-----Original Message-----
From: "Fischetti, Antonio" <[email protected]>
Date: Tuesday, August 15, 2017 at 6:55 AM
To: Darrell Ball <[email protected]>, "[email protected]" 
<[email protected]>
Subject: RE: [ovs-dev] [PATCH v3 1/4] dpif-netdev: Skip EMC lookup/insert for 
recirc packets

    
    
    > -----Original Message-----
    > From: Darrell Ball [mailto:[email protected]]
    > Sent: Monday, August 14, 2017 7:27 AM
    > To: Fischetti, Antonio <[email protected]>; [email protected]
    > Subject: Re: [ovs-dev] [PATCH v3 1/4] dpif-netdev: Skip EMC lookup/insert 
for
    > recirc packets
    > 
    > 
    > 
    > -----Original Message-----
    > From: <[email protected]> on behalf of
    > "[email protected]" <[email protected]>
    > Date: Friday, August 11, 2017 at 8:52 AM
    > To: "[email protected]" <[email protected]>
    > Subject: [ovs-dev] [PATCH v3 1/4] dpif-netdev: Skip EMC lookup/insert for
    >   recirc packets
    > 
    >     When OVS is configured as a firewall, with thousands of active
    >     concurrent connections, the EMC gets quicly saturated and may
    >     come under heavy thrashing for the reason that original and
    >     recirculated packets keep overwriting the existing active EMC
    >     entries due to its limited size (8k).
    > 
    > 
    > The recirculated packet could have been modified, in which case, maybe we
    > still want to do the emc lookup/insert ?
    
    [Antonio] 
    IMPO I'd say we should still skip emc anyway, because the purpose is to 
    mitigate thrashing when emc is full.
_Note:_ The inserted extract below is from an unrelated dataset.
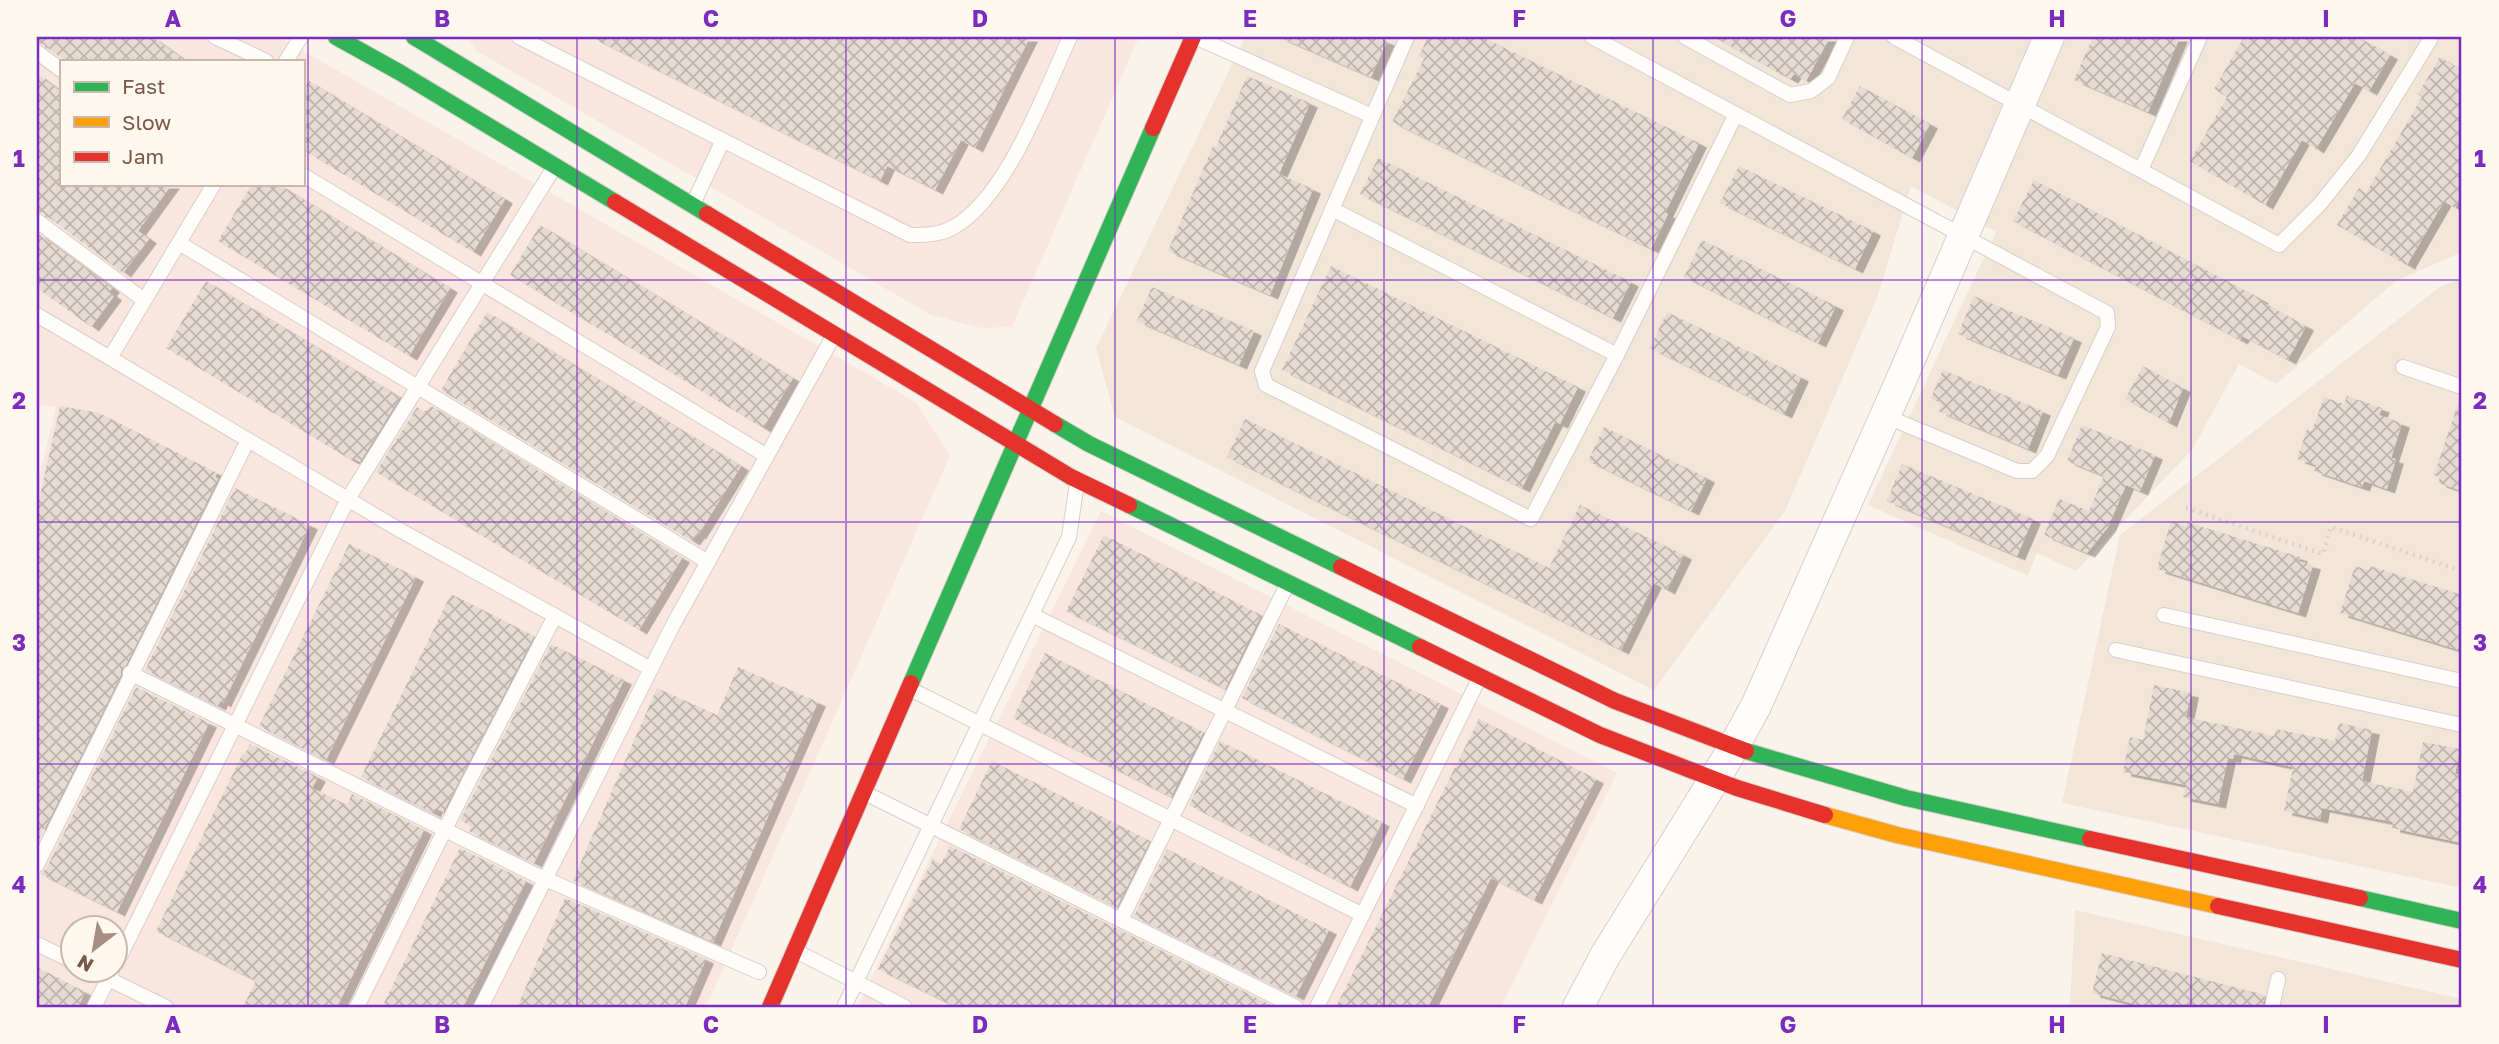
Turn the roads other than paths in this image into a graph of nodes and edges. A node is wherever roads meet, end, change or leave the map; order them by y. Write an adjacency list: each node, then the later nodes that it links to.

So any recirculated packet should
    be classified at the dpcls/ofproto layers.
    I don't know if I'm missing something from your question?
    
    We can expect that a recirc pkt that has been modified - similarly to all 
    other recirculated pkts - could result in a miss when emc is full. 
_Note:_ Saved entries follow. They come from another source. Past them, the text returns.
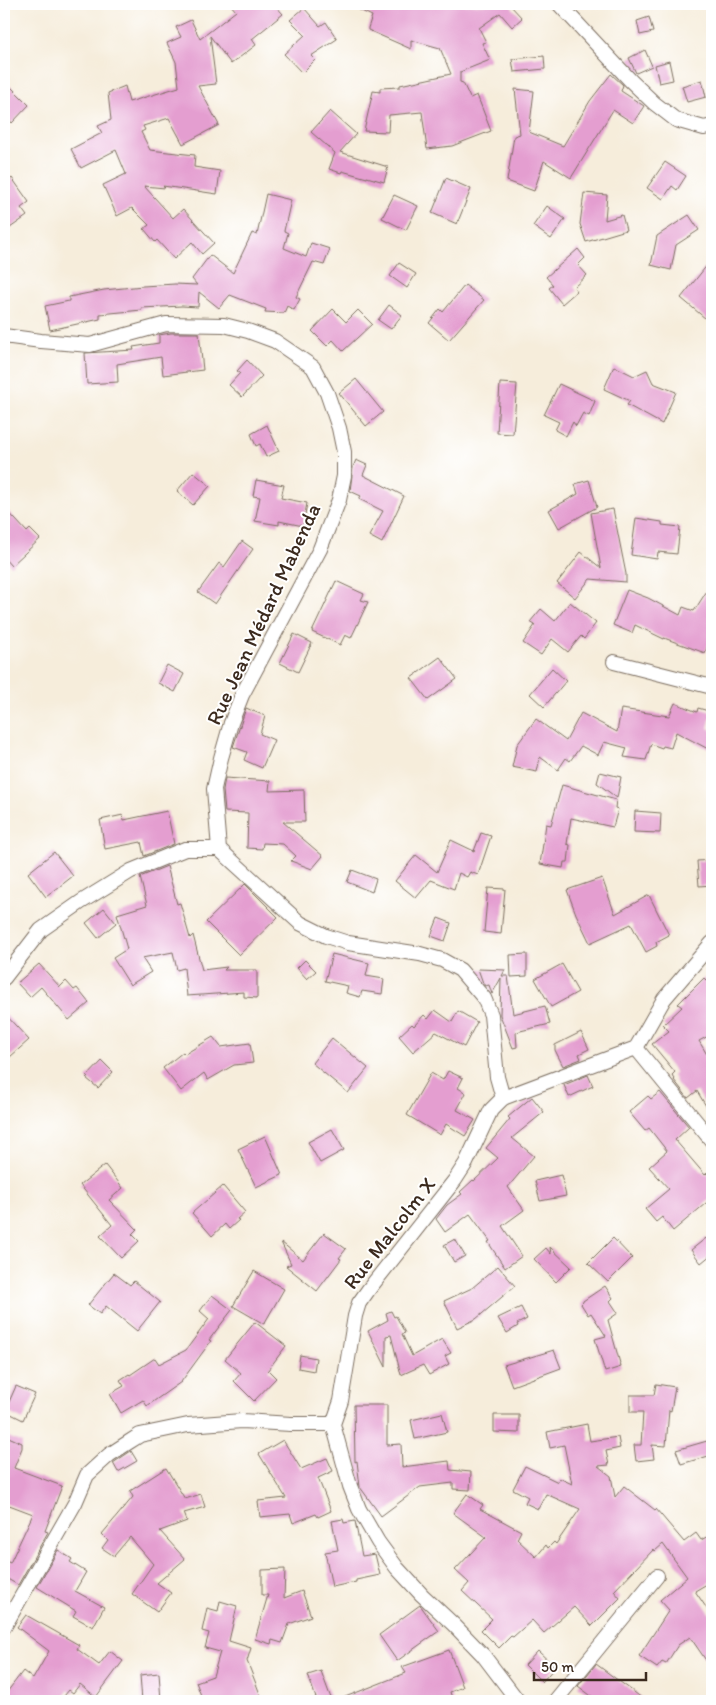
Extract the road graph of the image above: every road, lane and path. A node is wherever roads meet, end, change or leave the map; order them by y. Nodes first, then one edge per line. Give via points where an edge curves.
1 (559, 4) edge
2 (712, 126) edge
3 (4, 336) edge
4 (614, 662) dead end
5 (712, 687) edge
6 (219, 849) junction
7 (712, 943) edge
8 (4, 978) edge
9 (636, 1048) junction
10 (502, 1098) junction
11 (712, 1141) edge
12 (333, 1424) junction
13 (657, 1576) dead end
14 (4, 1627) edge
15 (518, 1701) edge
16 (555, 1701) edge

1 - 2 street via 654,103 676,120 704,128
3 - 6 street, Rue Jean Médard Mabenda via 90,345 166,324 224,325 275,341 313,367 327,393 344,452 339,500 320,549 242,695 231,723 214,790
4 - 5 street
6 - 8 street via 185,849 131,871 41,930
6 - 10 street via 300,923 348,943 420,954 442,960 460,970 484,998 490,1015
7 - 9 street via 664,999
9 - 10 street
9 - 11 street
10 - 12 street, Rue Malcolm X via 490,1110 456,1180 359,1303 342,1401
12 - 14 street via 242,1421 164,1429 140,1435 109,1455 87,1475 75,1503
12 - 15 street via 350,1486 378,1542 397,1568 482,1655
13 - 16 street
    Later we should do an emc insertion that is likely to overwrite some 
    active entry. And recursively, this new insertion itself could be 
    overwritten - due to the shortage of locations - even before it is hit 
    again. This proposal is to mitigate the thrashing with the criteria of 
    reserving emc usage to original packets only. 
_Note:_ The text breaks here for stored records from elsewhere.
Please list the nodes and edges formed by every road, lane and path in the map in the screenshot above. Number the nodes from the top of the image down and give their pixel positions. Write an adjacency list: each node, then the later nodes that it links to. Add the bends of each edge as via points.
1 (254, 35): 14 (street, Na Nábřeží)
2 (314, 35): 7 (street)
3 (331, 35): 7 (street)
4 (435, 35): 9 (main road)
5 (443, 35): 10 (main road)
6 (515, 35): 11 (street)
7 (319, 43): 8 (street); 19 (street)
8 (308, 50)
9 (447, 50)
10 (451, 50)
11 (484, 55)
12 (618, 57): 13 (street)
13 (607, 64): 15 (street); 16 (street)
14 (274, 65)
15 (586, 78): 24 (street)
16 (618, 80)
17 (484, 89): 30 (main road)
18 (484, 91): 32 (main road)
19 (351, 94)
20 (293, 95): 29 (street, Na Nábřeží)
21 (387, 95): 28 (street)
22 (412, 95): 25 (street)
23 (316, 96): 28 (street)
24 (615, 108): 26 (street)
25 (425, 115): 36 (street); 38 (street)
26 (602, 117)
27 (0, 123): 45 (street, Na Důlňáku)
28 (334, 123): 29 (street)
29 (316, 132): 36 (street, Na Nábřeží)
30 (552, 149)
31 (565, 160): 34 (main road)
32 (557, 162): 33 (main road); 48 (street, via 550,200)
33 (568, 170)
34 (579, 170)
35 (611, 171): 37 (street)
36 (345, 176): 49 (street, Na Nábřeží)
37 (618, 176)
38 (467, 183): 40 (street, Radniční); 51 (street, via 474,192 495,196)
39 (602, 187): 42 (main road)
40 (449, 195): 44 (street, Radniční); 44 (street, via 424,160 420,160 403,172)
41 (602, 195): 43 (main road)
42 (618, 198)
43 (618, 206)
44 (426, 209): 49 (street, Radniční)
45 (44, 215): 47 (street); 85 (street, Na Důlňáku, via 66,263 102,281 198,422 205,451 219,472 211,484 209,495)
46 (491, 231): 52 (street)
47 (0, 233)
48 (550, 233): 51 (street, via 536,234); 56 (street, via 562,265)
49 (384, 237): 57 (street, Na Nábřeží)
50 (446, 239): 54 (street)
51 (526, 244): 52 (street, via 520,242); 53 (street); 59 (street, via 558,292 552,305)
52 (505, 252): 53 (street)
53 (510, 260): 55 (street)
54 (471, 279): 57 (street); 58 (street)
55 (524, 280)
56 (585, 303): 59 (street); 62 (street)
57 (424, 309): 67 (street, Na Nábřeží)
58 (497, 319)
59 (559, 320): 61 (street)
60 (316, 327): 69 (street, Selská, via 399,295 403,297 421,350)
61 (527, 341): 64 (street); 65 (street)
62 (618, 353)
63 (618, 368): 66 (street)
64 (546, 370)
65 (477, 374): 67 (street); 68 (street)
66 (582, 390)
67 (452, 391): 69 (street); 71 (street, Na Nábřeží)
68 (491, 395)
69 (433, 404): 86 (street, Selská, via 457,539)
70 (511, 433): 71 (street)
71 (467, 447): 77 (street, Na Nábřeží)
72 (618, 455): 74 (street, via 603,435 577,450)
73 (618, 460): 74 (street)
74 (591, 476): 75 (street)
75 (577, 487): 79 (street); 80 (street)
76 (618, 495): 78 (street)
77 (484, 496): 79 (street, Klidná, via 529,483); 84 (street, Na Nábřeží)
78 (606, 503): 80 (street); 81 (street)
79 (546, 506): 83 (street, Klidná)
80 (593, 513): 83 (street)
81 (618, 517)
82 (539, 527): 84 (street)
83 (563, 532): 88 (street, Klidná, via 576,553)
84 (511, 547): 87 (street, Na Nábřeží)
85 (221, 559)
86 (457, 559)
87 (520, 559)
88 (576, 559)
    So a limited resource like emc hopefully could be used more efficiently, 
    especially when there is more than 1 recirculation.
    I guess that adding an exception for modified recirc pkts could also 
    drop a bit the throughtput as we should add another if statement inside 
    emc_processing.

[Darrell]
I’ll can drop the edited packet case as my concern was really more general.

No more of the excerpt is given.